He grunted, pulling the shirt of his BICC uniform over his head. The soft blond hair on his body didn’t catch the lights, so his chest looked slick and bare.

“He was scared,” she said, walking behind a bamboo privacy screen in the corner. Niobe had insisted on the screen. As she draped her sweatshirt over the top of the screen, she added, “He would have liked it if you visited.”

“Who?”

“Xerxes.”

“Oh.”

The bristly hairs at the base of her tail snagged the waistband on her sweatpants. As she worked them free, she added, “You could come, next time.” Christian said nothing.

She scooted under the covers while Christian had his back turned. The linens made scratchy noises as she pulled the sheets around her.
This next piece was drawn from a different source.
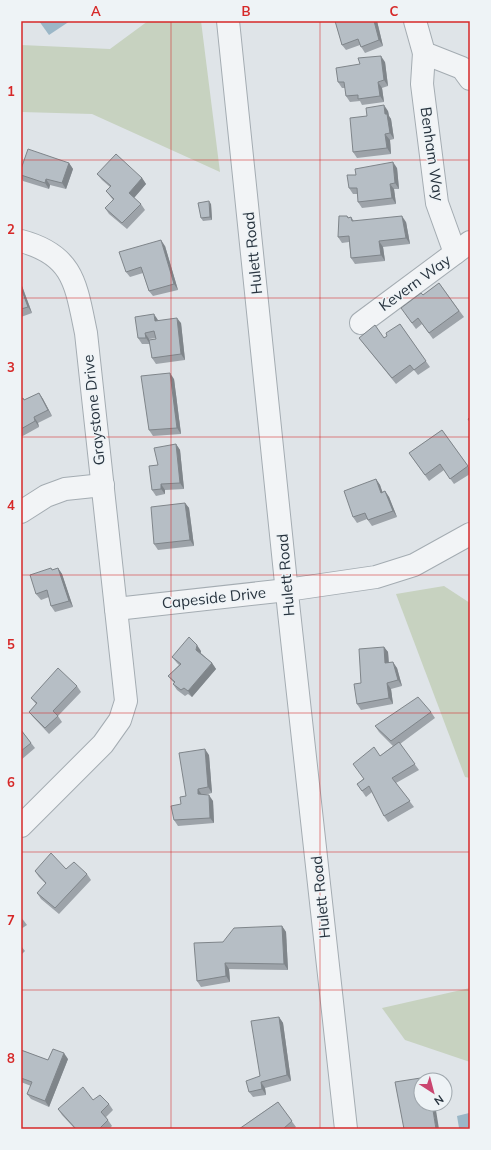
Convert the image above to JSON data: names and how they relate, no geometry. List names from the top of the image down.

She wished she had shaved her legs, wished the wild card hadn’t given her pig hair.

The nightstand clunked as Christian dropped a prescription bottle into the drawer. He popped a pill in his mouth. She pretended not to see any of it. The pills made her feel ugly. Uglier.

She lifted the covers for him, but he paused to draw the curtains, revealing a long mirror along the far wall.

“Maybe we can leave the curtains closed, just once.”

The mattress bobbed as he climbed in next to her. “They go ape-shit when we do that.” As he plumped a pillow under his head, he added, “Besides, it’s all for the kids.”

A cotton tent raised itself farther down the bed, below Christian’s waist, as he laced his fingers behind his head. The pill had worked, whatever it was.

She leaned over to kiss him, but he pulled away.

“C’mon, Niobe. They’re waiting.”

No warmth between her legs, no tingling desire. Not that it mattered.

Niobe sighed. She took care not to glimpse the mirror as she straddled Christian, not to see her shapeless, doughy body; her tail; her acne.

Christian laid his hands on her waist, strong fingers wrapping around her hips. He never touched her stomach, or her back, or her breasts. She wanted his arms around her, but resigned herself to holding his shoulders. His fingertips dimpled her flesh as they found a rhythm.

Her tail convulsed. Niobe groaned. The ovipositor widened for peristalsis with a tearing pain that robbed her of breath. The first egg in a clutch was always the worst.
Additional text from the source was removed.